ALCESTE de Chrstoph Willibald Gluck

La force de vie sous le règne de la mort

ALCESTE de Chrstoph Willibald Gluck

La mort, omniprésente dans la mise en scène de cet Alceste de Gluck par Olivier Py, prenait au soir de la deuxième représentation du jeudi 18 juin une force symbolique peu commune. Depuis la fosse d’orchestre, Marc Minkowski annonçait au public la mort, le matin même, de Franck Ferrari, baryton au large répertoire, inoubliable Escamillo, vu et entendu de très nombreuses fois à l’Opéra National de Paris. Il avait interprété le rôle d’Hercule lors de la création de cette même production en 2013. Il avait 51 ans.

Une minute de silence. La représentation prenait le goût du deuil. La mort devenait le personnage principal de cette tragédie lyrique d’amour conjugal qui par un revirement des forces divines, finit bien. Elle est partout cette mort qui guette chaque être dès son premier instant de vie. Dans les noirs et blancs des décors et costumes de Pierre-André Weitz , dans l’escouade de peintres dessinant à la craie blanche des motifs sur les murs couleur d’encre, puis les effaçant à l’aide d’une balayette comme pour faire le ménage de la vie qui vient de s’éteindre et remettre le tout à zéro. Pour repartir sur d’autres paysages.

La Mort : gainée de soie noire voltigeuse, elle danse au chevet d’Admète qui expire lentement sur son lit d’hôpital, elle poursuit Alceste qui, ne pouvant continuer d’exister sans l’homme qu’elle aime, a décidé de se sacrifier pour lui.

Mouvements perpétuels

On retrouve la mise en mouvements perpétuels de la production de 2013 (voir WT 3845 du 17 septembre 2013), les tableaux noirs d’écoliers où s’inscrivent aphorismes divers (« ni le soleil ni la mort ne peuvent se regarder en face »), les néons, les échafaudages mobiles, l’agitation « chorégraphiée » qui prend les couleurs de la musique de Gluck, et pour tout dire la marque de fabrique d’Olivier Py-poète qui fait s’enjamber les situations et les siècles en arabesques. Et la mutation inattendue de l’orchestre qui après l’entracte se retrouve sur scène laissant la fosse aux locataires de l’Enfer avec leurs crânes mis à nu.

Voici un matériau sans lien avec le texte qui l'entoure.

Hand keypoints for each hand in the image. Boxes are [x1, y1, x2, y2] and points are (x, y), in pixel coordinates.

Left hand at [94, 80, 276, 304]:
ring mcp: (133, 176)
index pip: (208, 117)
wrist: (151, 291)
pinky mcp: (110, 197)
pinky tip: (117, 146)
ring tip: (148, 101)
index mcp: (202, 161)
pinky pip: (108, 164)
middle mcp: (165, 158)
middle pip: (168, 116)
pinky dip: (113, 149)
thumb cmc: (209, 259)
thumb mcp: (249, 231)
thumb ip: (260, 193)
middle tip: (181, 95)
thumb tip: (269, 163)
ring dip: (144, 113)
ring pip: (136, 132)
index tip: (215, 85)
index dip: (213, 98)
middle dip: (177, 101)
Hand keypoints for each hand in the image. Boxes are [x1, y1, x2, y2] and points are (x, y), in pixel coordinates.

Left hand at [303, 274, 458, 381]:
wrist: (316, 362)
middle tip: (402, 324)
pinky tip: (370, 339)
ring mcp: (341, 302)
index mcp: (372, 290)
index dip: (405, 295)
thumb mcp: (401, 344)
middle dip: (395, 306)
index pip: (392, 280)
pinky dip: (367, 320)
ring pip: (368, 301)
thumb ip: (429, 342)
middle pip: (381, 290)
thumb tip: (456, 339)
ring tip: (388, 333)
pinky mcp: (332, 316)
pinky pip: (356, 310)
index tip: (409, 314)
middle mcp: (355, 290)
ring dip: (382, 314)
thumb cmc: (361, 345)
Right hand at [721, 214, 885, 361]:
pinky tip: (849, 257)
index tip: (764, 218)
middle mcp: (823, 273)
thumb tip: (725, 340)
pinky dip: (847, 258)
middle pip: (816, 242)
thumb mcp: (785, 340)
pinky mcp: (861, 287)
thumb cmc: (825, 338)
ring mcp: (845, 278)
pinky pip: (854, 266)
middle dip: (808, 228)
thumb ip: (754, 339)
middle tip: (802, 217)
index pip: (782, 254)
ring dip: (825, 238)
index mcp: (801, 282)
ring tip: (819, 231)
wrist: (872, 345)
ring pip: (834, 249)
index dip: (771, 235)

L’orchestre lui aussi reste celui des Musiciens du Louvre Grenoble emporté en énergie et rigueur par son créateur et chef Marc Minkowski. C’est la distribution qui charrie les principaux changements. Seul François Lis continue d’incarner l’Oracle et une Divinité infernale. Franck Ferrari aurait dû être présent pour reprendre son Hercule prestidigitateur de music-hall. Stéphane Degout nouveau Grand Prêtre d’Apollon réussit un tour d’illusionniste pour passer d’un personnage à l’autre, réussissant une fois de plus un parcours sans faute dans son engagement dramatique, son impeccable diction et son timbre de baryton cuivré dont il maîtrise l’émission dans le moindre détail.

Pour Admète un choix heureux s’est porté sur le jeune ténor Stanislas de Barbeyrac que le syndicat de la critique musicale vient de sacrer « révélation lyrique de l’année ». Ex-Evandre dans la distribution d’origine, il met au service de ce monarque naïf et fou d’amour sa présence solaire et sa voix claire au legato poli. Mention spéciale pour la jeune Chiara Skerath, coryphée soprano toute en grâce.

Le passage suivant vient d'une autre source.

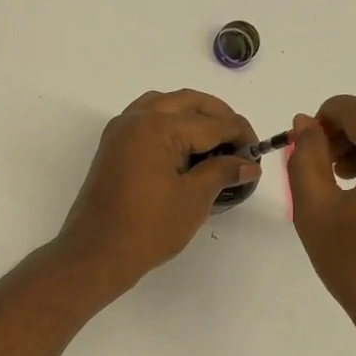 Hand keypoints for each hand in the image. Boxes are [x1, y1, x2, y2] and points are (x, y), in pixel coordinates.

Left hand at [56, 89, 259, 294]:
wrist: (97, 252)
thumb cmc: (148, 228)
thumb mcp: (194, 199)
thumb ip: (223, 172)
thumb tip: (249, 164)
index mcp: (158, 126)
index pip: (212, 122)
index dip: (240, 136)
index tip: (258, 155)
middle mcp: (137, 119)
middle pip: (188, 103)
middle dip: (219, 118)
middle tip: (240, 144)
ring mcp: (121, 131)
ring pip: (165, 105)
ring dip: (193, 116)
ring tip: (215, 144)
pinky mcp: (113, 146)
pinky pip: (146, 120)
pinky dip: (169, 124)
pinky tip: (185, 148) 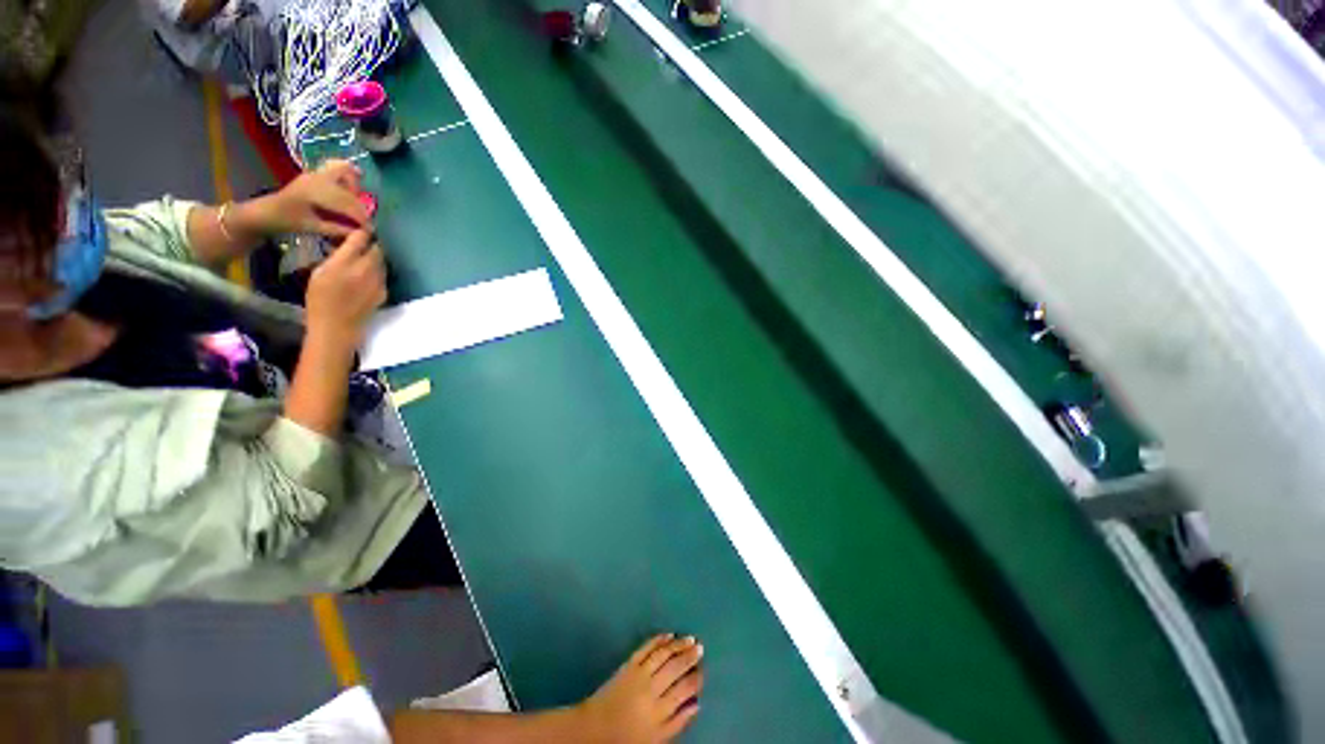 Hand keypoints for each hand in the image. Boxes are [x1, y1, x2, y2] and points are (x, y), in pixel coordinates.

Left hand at [252, 159, 369, 238]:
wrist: (266, 211)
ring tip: (357, 201)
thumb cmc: (287, 221)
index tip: (371, 230)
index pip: (347, 202)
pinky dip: (349, 177)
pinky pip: (338, 169)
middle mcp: (317, 178)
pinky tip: (353, 190)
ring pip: (343, 168)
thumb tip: (360, 233)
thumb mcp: (312, 228)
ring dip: (355, 184)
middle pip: (349, 185)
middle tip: (363, 218)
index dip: (361, 217)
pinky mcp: (316, 175)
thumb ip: (337, 229)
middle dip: (360, 203)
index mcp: (315, 191)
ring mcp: (316, 174)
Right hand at [306, 229, 385, 345]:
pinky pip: (383, 275)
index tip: (356, 231)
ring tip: (363, 260)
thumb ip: (335, 257)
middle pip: (376, 249)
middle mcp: (366, 269)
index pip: (361, 238)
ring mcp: (378, 281)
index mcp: (346, 262)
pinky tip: (367, 276)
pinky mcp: (384, 291)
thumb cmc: (320, 300)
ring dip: (374, 258)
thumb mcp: (318, 273)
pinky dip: (377, 271)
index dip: (360, 233)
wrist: (338, 326)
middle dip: (370, 245)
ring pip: (382, 262)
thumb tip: (344, 246)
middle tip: (360, 246)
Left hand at [577, 634, 703, 743]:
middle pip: (675, 668)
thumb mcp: (656, 739)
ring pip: (663, 654)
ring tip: (690, 638)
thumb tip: (697, 704)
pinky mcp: (629, 663)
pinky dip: (658, 639)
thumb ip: (678, 723)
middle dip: (690, 657)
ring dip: (678, 644)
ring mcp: (640, 673)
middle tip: (701, 647)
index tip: (703, 669)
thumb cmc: (626, 737)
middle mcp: (652, 688)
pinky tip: (668, 635)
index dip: (696, 677)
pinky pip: (646, 648)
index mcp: (660, 709)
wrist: (595, 729)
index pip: (684, 688)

Véronique Gens, mère, femme, amante, martyre

Le changement attendu était bien évidemment celui du rôle-titre où Sophie Koch avait déçu. Véronique Gens prend la relève et joue gagnante. Chevelure dénouée, longue silhouette errant à la poursuite de son destin, elle est Alceste, mère, femme, amante, martyre Elle la connaît bien, cette femme tragique malgré elle, elle s’est glissée déjà dans ses douleurs et ses espoirs à Aix-en-Provence, à Vienne… Elle sait comment en faire revivre les frémissements intérieurs jusqu’au bout des aigus dorés de sa tessiture de soprano.

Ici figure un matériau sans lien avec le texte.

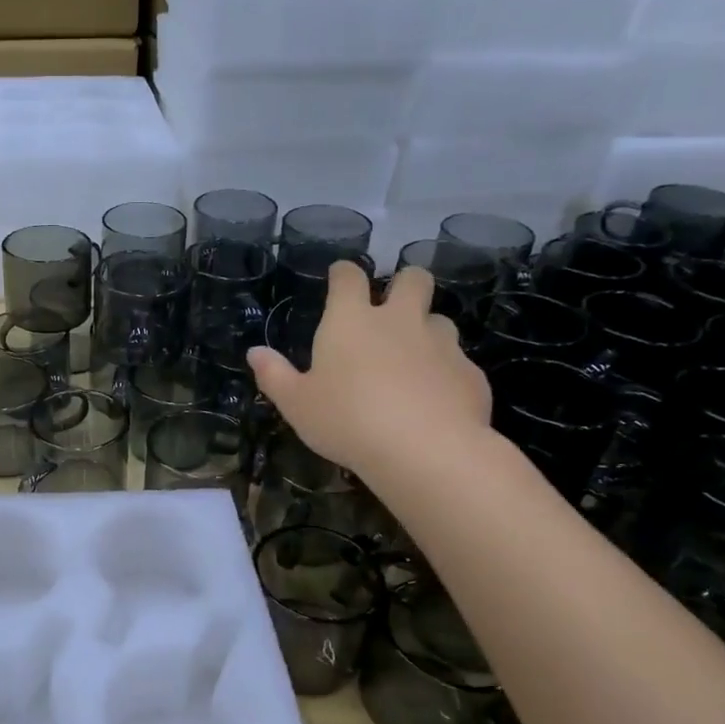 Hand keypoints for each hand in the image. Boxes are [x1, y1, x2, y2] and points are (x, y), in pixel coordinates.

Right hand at [247, 262, 491, 484]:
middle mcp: (399, 321)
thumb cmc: (346, 420)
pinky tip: (434, 399)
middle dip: (403, 283)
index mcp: (351, 321)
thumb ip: (275, 375)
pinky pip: (457, 361)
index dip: (344, 273)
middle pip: (413, 279)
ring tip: (412, 359)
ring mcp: (441, 344)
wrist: (425, 450)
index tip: (340, 277)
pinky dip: (445, 372)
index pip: (349, 277)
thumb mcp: (297, 404)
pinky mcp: (469, 373)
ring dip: (426, 330)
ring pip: (439, 319)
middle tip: (391, 307)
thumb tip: (255, 353) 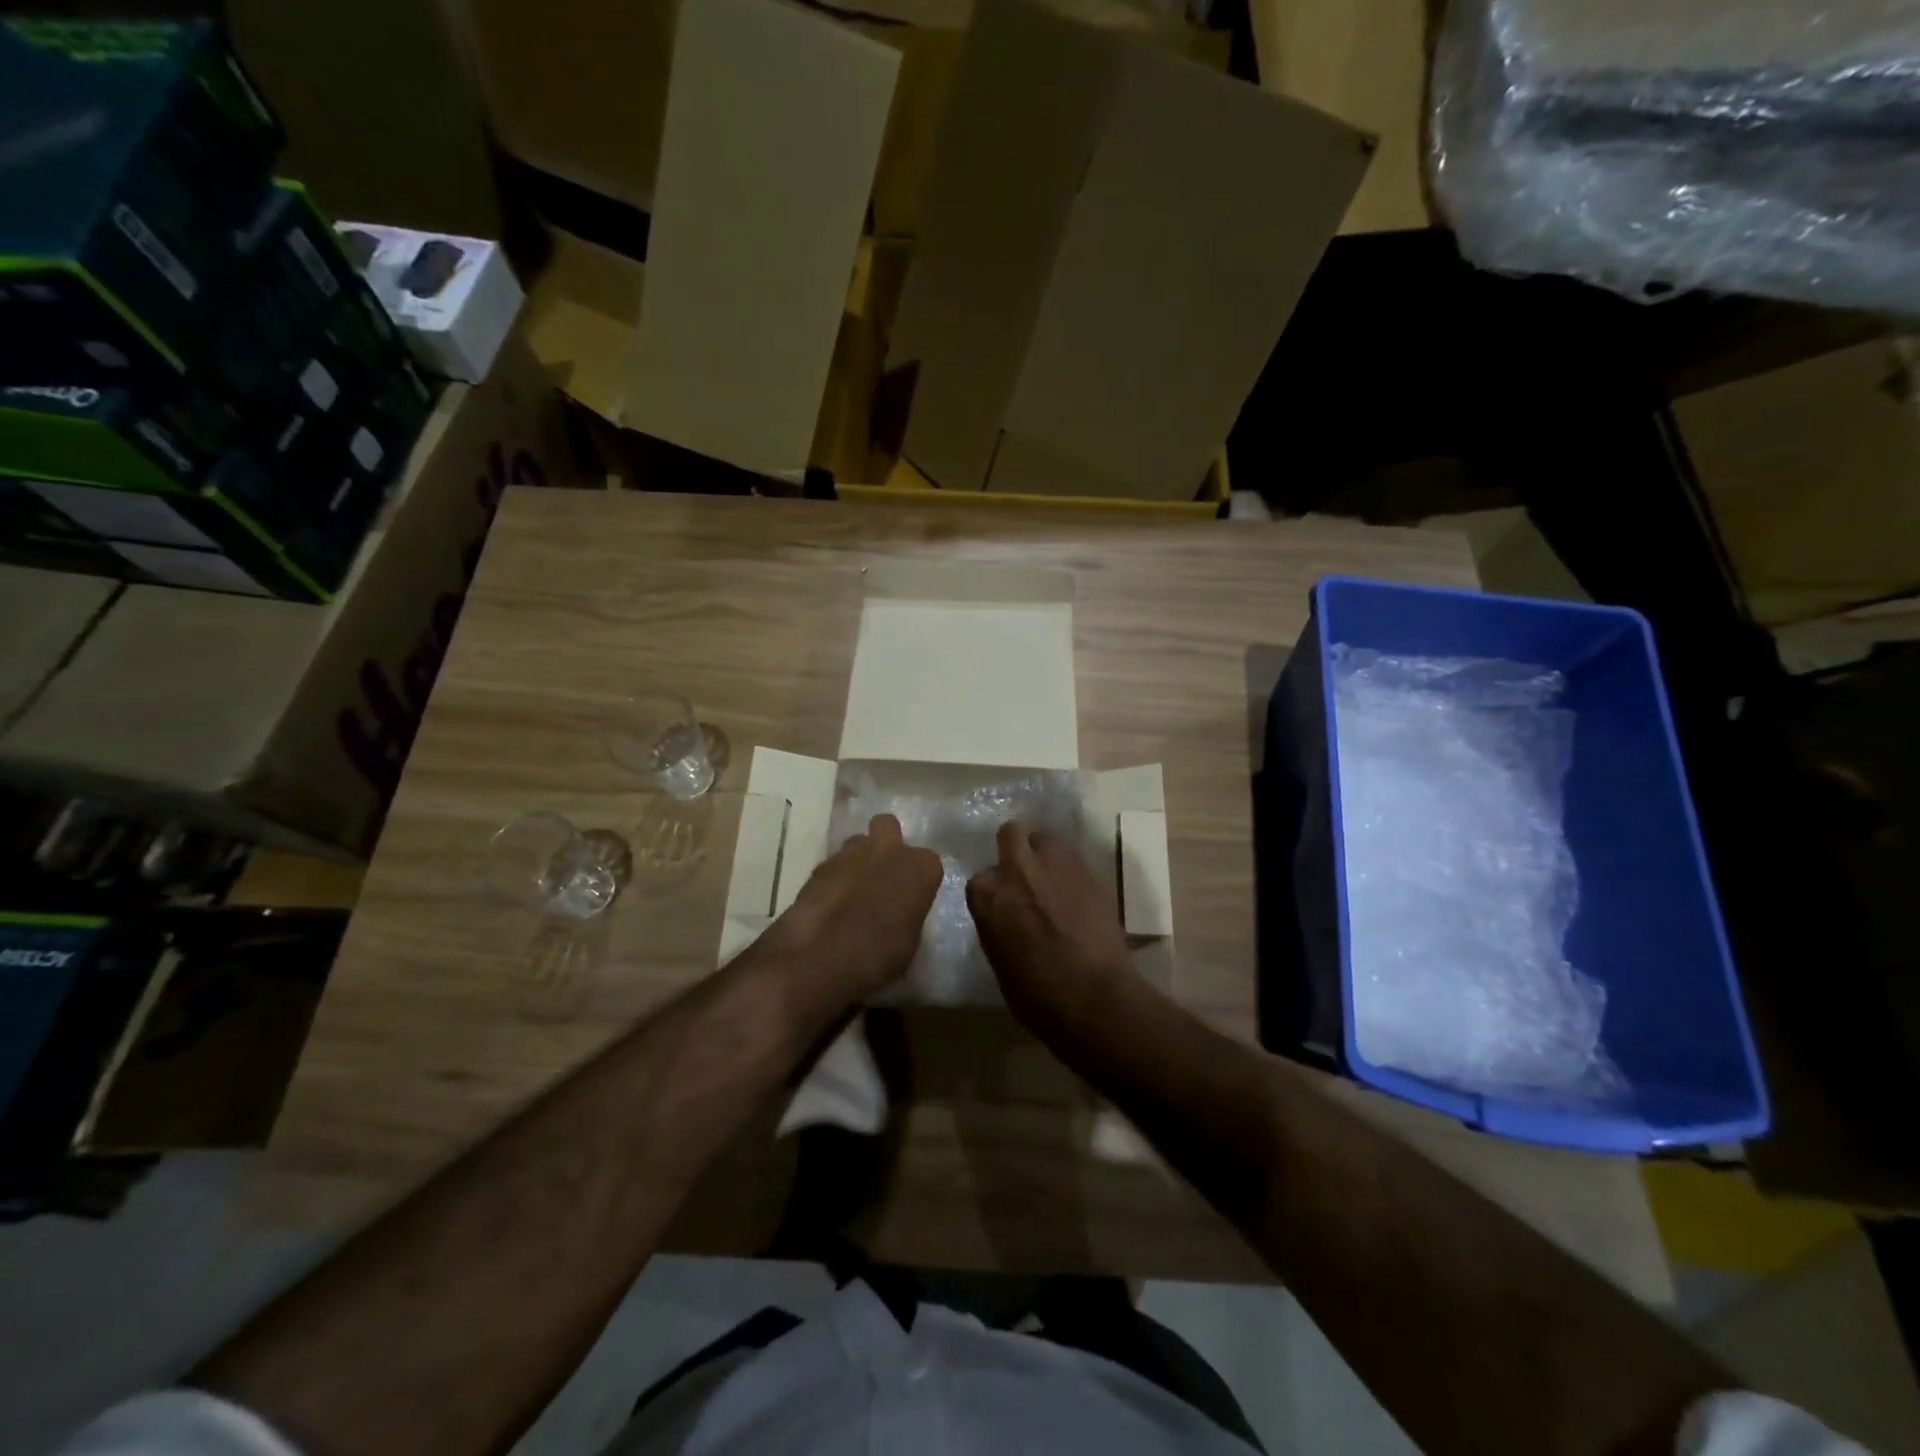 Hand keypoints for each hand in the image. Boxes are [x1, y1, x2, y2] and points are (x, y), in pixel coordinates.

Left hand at [775, 814, 940, 1002]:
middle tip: (883, 875)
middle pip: (888, 826)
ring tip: (854, 890)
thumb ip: (909, 914)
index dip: (919, 879)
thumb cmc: (878, 956)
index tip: (913, 898)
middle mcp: (889, 849)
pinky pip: (834, 863)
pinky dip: (835, 877)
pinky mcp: (819, 864)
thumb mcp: (910, 942)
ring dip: (859, 858)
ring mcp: (850, 853)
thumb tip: (901, 913)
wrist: (819, 957)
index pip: (929, 862)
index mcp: (920, 868)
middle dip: (887, 843)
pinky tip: (831, 902)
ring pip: (858, 841)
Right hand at [967, 821, 1131, 1034]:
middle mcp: (1017, 869)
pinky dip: (1070, 869)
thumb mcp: (999, 962)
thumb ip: (996, 926)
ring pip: (1045, 837)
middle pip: (1011, 833)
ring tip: (1053, 877)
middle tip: (1024, 872)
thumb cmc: (1037, 995)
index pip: (980, 878)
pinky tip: (1076, 892)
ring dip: (1044, 852)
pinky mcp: (1089, 870)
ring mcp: (1055, 864)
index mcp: (987, 895)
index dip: (993, 891)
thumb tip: (1005, 919)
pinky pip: (1073, 857)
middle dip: (1015, 846)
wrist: (1094, 996)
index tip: (1002, 905)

Alceste de Christophe Willibald Gluck, livret de François-Louis Gand Le Bland du Roullet d’après Ranieri de Calzabigi. Orchestre et chœur des Musiciens du Louvre Grenoble, direction Marc Minkowski, chef de chœur Christophe Grapperon, mise en scène Olivier Py, décors et costumes Pierre-André Weitz, lumières Bertrand Killy. Avec Véronique Gens, Stanislas de Barbeyrac, Stéphane Degout, François Lis, Chiara Skerath, Manuel Nunez Camelino, Tomislav Lavoie, Kévin Amiel.

Opéra National de Paris – Palais Garnier, les 16, 18, 20, 23, 25, 28 juin, 1er, 5, 7, 9, 12, 15 juillet à 19h30.

08 92 89, 90 90 - +33 1 72 29 35 35 – www.operadeparis.fr

Photos Julien Benhamou

A propos de l'auteur
Caroline Alexander
Caroline Alexander

Née dans des années de tourmente, réussit à échapper au pire, et, sur cette lancée continua à avancer en se faufilant entre les gouttes des orages. Par prudence sa famille la destinait à une carrière dans la confection pour dames. Par cabotinage, elle...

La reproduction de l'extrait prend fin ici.